A recent cigarette tax hike in Illinois is making smoking dangerous to people’s physical and financial health. The additional economic pressures are compelling people to quit smoking. In fact, 70 percent of people who smoke want to quit and 50 percent have tried in the last year, but the pull of nicotine keeps them tethered to the habit.
“Nicotine really is that addictive. It’s a hard battle, but every one that we win, including increasing the cost of cigarettes through taxes, brings individual smokers to the tipping point where the pain of smoking overcomes the joys of nicotine and they quit,” said Dr. Philip McAndrew, a Loyola University Health system internal medicine physician and an occupational health expert. “The tipping point could be a life-altering health experience, but often it’s the impact on the pocketbook that makes people really consider quitting.”
In Chicago, alone, it can easily cost a person $300 a month to smoke. This is more than twice as expensive as a monthly prescription of medications to help people stop.
“Even if a person’s insurance won’t cover medications, it costs $65 a month for Zyban. The cost of nicotine patches is only $100 a month,” McAndrew said.
That financial impact can be enough to encourage some to quit. But even when a person has reached that tipping point, it’s only the beginning.
“To quit, you need the time and a teamwork approach. Don’t expect to do it overnight and you need a team of support around you to cheer you on. That team captain should be your physician,” McAndrew said. “Nicotine is too strong an opponent for someone to go it alone. You need that team to help keep you on track when everything inside of you wants to go back.”
McAndrew offered some tips to help you quit:
1. Build a team: “You can’t do this alone. Nicotine releases serotonin and we love that feeling, so you will need people around you to support you. You will need people who are with you in all areas of your life, especially in places that make you think of smoking,” McAndrew said. The team should include your doctor, friends and co-workers who support you quitting, and your family.
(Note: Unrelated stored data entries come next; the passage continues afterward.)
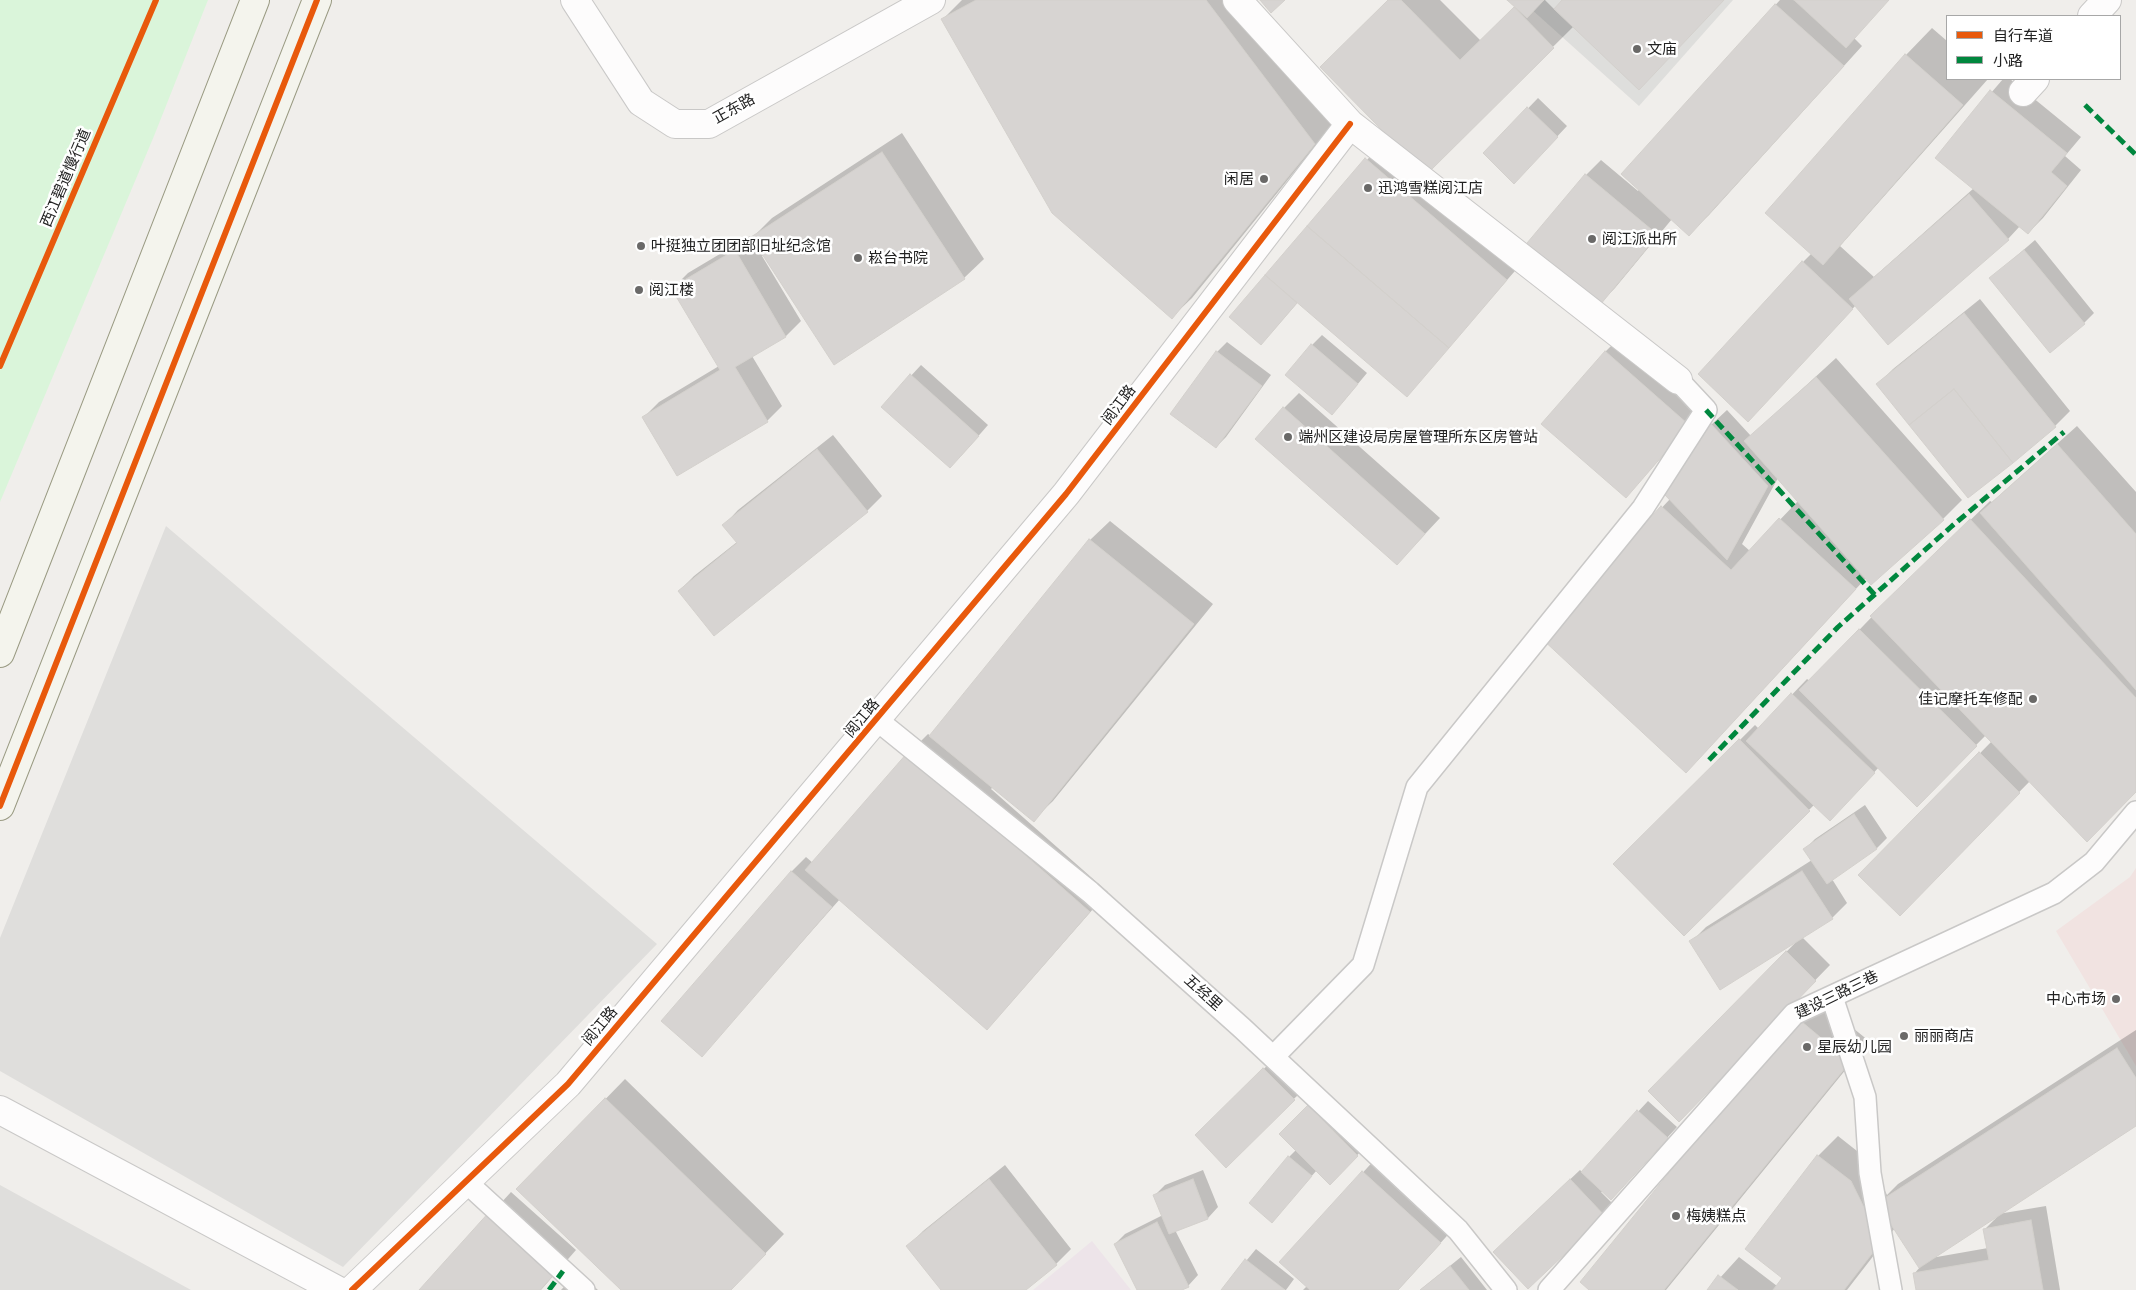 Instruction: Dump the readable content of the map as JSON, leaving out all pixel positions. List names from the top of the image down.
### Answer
{
  "streets": {
    "street": ["正东路", "阅江路"],
    "lane": ["五经里", "建设三路三巷"],
    "cycle path": ["西江碧道慢行道"]
  },
  "crossings": [
    ["阅江路", "五经里"]
  ],
  "places": [
    "文庙",
    "闲居",
    "迅鸿雪糕阅江店",
    "阅江派出所",
    "叶挺独立团团部旧址纪念馆",
    "崧台书院",
    "阅江楼",
    "端州区建设局房屋管理所东区房管站",
    "佳记摩托车修配",
    "中心市场",
    "丽丽商店",
    "星辰幼儿园",
    "梅姨糕点"
  ],
  "legend": ["自行车道", "小路"]
}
2. Set a specific date: It’s important to be specific on a date you want to quit but also give yourself time to prepare. It is recommended to set a date two to four weeks away so you have time to prepare your environment and your mind to quit.
3. Prepare for Quit Day: The moment you decide to quit start thinking about what changes you need to make and take an inventory of what you need to do to limit the temptation of nicotine.
Consider keeping a diary of when you smoke and where so you know where and when you might struggle the most.
Talk to your physician about medications and other tactics to aid you in the fight.
Buy gum, carrot sticks or other snacks for the car and office to help with the oral fixation.
Get rid of all cigarettes, matches, lighters and ashtrays from your home, car, office, wherever you smoke.
Clean your clothes, home and car so they don’t smell like smoke.
Program into your phone with resources like the National Tobacco Quitline, (800) QUIT-NOW, to find support when you’ve hit a wall. Locally, regional insurers have programs to help you quit, and a free Roswell Park Cancer Institute support group runs weekly, from 12:15 to 1 p.m. on Thursdays. Call 845-8246 or email firstname.lastname@example.org if you plan to attend.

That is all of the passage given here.